WORK TO BE COMPLETED
Print the listing below in its entirety, character for character.

*** Begin section ***

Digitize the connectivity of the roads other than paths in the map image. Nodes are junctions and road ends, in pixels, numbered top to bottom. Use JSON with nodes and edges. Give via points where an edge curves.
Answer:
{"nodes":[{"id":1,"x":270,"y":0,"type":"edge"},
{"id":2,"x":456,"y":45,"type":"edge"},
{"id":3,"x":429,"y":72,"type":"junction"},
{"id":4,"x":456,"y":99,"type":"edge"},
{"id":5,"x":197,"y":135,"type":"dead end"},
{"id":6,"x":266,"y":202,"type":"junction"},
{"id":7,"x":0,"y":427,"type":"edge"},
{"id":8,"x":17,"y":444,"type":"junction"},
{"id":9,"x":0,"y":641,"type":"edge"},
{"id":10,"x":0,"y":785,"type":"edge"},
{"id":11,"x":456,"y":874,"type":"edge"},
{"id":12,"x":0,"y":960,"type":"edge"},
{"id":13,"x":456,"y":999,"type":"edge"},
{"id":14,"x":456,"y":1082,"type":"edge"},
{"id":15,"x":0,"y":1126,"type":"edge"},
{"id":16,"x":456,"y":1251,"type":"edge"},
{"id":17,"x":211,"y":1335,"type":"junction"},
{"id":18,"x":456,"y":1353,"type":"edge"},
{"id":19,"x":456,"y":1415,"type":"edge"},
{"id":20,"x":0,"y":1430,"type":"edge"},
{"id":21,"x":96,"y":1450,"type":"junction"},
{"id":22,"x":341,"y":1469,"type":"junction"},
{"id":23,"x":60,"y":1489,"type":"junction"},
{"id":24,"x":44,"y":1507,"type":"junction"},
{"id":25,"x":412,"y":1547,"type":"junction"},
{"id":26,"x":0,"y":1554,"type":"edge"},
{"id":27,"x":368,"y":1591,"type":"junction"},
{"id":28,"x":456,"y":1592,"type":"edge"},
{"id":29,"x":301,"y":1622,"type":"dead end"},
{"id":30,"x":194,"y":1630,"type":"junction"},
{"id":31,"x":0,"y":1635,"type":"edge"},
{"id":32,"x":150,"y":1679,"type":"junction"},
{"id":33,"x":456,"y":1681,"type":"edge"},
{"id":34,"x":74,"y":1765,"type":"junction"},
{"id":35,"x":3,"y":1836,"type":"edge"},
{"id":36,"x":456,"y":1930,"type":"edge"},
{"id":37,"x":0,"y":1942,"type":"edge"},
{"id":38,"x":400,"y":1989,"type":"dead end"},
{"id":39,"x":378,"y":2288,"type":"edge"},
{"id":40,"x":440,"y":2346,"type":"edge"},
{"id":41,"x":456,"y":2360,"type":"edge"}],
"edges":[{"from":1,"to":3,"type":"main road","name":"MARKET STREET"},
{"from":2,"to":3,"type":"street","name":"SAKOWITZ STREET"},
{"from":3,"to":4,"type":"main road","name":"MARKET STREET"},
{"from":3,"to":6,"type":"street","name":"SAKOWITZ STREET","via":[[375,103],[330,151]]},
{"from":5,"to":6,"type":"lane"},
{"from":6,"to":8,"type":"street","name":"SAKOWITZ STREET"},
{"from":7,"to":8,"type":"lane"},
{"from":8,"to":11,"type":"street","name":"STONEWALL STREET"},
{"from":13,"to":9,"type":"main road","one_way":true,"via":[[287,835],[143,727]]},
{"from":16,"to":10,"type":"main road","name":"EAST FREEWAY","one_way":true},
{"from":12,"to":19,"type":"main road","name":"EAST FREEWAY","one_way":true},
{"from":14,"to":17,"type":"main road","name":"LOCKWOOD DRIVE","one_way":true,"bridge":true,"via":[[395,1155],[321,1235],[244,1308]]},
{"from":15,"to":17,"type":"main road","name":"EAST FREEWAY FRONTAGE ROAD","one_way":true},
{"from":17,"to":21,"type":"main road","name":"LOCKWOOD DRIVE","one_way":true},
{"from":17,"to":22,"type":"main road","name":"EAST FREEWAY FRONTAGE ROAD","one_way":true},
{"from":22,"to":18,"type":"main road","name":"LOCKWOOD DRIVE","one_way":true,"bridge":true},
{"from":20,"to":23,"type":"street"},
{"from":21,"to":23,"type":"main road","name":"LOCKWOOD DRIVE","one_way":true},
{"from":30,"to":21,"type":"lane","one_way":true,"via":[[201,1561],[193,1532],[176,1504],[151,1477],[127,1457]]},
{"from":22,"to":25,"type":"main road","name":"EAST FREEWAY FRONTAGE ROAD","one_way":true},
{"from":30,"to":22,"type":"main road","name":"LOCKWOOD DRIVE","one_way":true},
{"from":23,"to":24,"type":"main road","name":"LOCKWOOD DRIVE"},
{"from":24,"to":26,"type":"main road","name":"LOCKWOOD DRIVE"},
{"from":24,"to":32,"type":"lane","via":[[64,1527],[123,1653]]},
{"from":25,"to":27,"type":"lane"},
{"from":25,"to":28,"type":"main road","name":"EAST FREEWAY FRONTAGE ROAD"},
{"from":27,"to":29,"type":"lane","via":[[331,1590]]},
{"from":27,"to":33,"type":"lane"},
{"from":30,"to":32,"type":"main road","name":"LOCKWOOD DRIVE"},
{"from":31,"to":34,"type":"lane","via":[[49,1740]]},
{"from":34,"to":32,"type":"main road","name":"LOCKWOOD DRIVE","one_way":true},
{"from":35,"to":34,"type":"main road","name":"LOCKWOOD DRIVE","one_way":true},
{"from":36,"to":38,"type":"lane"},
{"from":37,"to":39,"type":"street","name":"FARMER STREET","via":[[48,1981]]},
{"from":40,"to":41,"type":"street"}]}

*** End section ***

TASK RESPONSE
Digitize the connectivity of the roads other than paths in the map image. Nodes are junctions and road ends, in pixels, numbered top to bottom. Use JSON with nodes and edges. Give via points where an edge curves.
Answer:
{"nodes":[{"id":1,"x":270,"y":0,"type":"edge"},
{"id":2,"x":456,"y":45,"type":"edge"},
{"id":3,"x":429,"y":72,"type":"junction"},
{"id":4,"x":456,"y":99,"type":"edge"},
{"id":5,"x":197,"y":135,"type":"dead end"},
{"id":6,"x":266,"y":202,"type":"junction"},
{"id":7,"x":0,"y":427,"type":"edge"},
{"id":8,"x":17,"y":444,"type":"junction"},
{"id":9,"x":0,"y":641,"type":"edge"},
{"id":10,"x":0,"y":785,"type":"edge"},
{"id":11,"x":456,"y":874,"type":"edge"},
{"id":12,"x":0,"y":960,"type":"edge"},
{"id":13,"x":456,"y":999,"type":"edge"},
{"id":14,"x":456,"y":1082,"type":"edge"},
{"id":15,"x":0,"y":1126,"type":"edge"},
{"id":16,"x":456,"y":1251,"type":"edge"},
{"id":17,"x":211,"y":1335,"type":"junction"},
{"id":18,"x":456,"y":1353,"type":"edge"},
{"id":19,"x":456,"y":1415,"type":"edge"},
{"id":20,"x":0,"y":1430,"type":"edge"},
{"id":21,"x":96,"y":1450,"type":"junction"},
{"id":22,"x":341,"y":1469,"type":"junction"},
{"id":23,"x":60,"y":1489,"type":"junction"},
{"id":24,"x":44,"y":1507,"type":"junction"},
{"id":25,"x":412,"y":1547,"type":"junction"},
{"id":26,"x":0,"y":1554,"type":"edge"},
{"id":27,"x":368,"y":1591,"type":"junction"},
{"id":28,"x":456,"y":1592,"type":"edge"},
{"id":29,"x":301,"y":1622,"type":"dead end"},
{"id":30,"x":194,"y":1630,"type":"junction"},
{"id":31,"x":0,"y":1635,"type":"edge"},
{"id":32,"x":150,"y":1679,"type":"junction"},
{"id":33,"x":456,"y":1681,"type":"edge"},
{"id":34,"x":74,"y":1765,"type":"junction"},
{"id":35,"x":3,"y":1836,"type":"edge"},
{"id":36,"x":456,"y":1930,"type":"edge"},
{"id":37,"x":0,"y":1942,"type":"edge"},
{"id":38,"x":400,"y":1989,"type":"dead end"},
{"id":39,"x":378,"y":2288,"type":"edge"},
{"id":40,"x":440,"y":2346,"type":"edge"},
{"id":41,"x":456,"y":2360,"type":"edge"}],
"edges":[{"from":1,"to":3,"type":"main road","name":"MARKET STREET"},
{"from":2,"to":3,"type":"street","name":"SAKOWITZ STREET"},
{"from":3,"to":4,"type":"main road","name":"MARKET STREET"},
{"from":3,"to":6,"type":"street","name":"SAKOWITZ STREET","via":[[375,103],[330,151]]},
{"from":5,"to":6,"type":"lane"},
{"from":6,"to":8,"type":"street","name":"SAKOWITZ STREET"},
{"from":7,"to":8,"type":"lane"},
{"from":8,"to":11,"type":"street","name":"STONEWALL STREET"},
{"from":13,"to":9,"type":"main road","one_way":true,"via":[[287,835],[143,727]]},
{"from":16,"to":10,"type":"main road","name":"EAST FREEWAY","one_way":true},
{"from":12,"to":19,"type":"main road","name":"EAST FREEWAY","one_way":true},
{"from":14,"to":17,"type":"main road","name":"LOCKWOOD DRIVE","one_way":true,"bridge":true,"via":[[395,1155],[321,1235],[244,1308]]},
{"from":15,"to":17,"type":"main road","name":"EAST FREEWAY FRONTAGE ROAD","one_way":true},
{"from":17,"to":21,"type":"main road","name":"LOCKWOOD DRIVE","one_way":true},
{"from":17,"to":22,"type":"main road","name":"EAST FREEWAY FRONTAGE ROAD","one_way":true},
{"from":22,"to":18,"type":"main road","name":"LOCKWOOD DRIVE","one_way":true,"bridge":true},
{"from":20,"to":23,"type":"street"},
{"from":21,"to":23,"type":"main road","name":"LOCKWOOD DRIVE","one_way":true},
{"from":30,"to":21,"type":"lane","one_way":true,"via":[[201,1561],[193,1532],[176,1504],[151,1477],[127,1457]]},
{"from":22,"to":25,"type":"main road","name":"EAST FREEWAY FRONTAGE ROAD","one_way":true},
{"from":30,"to":22,"type":"main road","name":"LOCKWOOD DRIVE","one_way":true},
{"from":23,"to":24,"type":"main road","name":"LOCKWOOD DRIVE"},
{"from":24,"to":26,"type":"main road","name":"LOCKWOOD DRIVE"},
{"from":24,"to":32,"type":"lane","via":[[64,1527],[123,1653]]},
{"from":25,"to":27,"type":"lane"},
{"from":25,"to":28,"type":"main road","name":"EAST FREEWAY FRONTAGE ROAD"},
{"from":27,"to":29,"type":"lane","via":[[331,1590]]},
{"from":27,"to":33,"type":"lane"},
{"from":30,"to":32,"type":"main road","name":"LOCKWOOD DRIVE"},
{"from":31,"to":34,"type":"lane","via":[[49,1740]]},
{"from":34,"to":32,"type":"main road","name":"LOCKWOOD DRIVE","one_way":true},
{"from":35,"to":34,"type":"main road","name":"LOCKWOOD DRIVE","one_way":true},
{"from":36,"to":38,"type":"lane"},
{"from":37,"to":39,"type":"street","name":"FARMER STREET","via":[[48,1981]]},
{"from":40,"to":41,"type":"street"}]}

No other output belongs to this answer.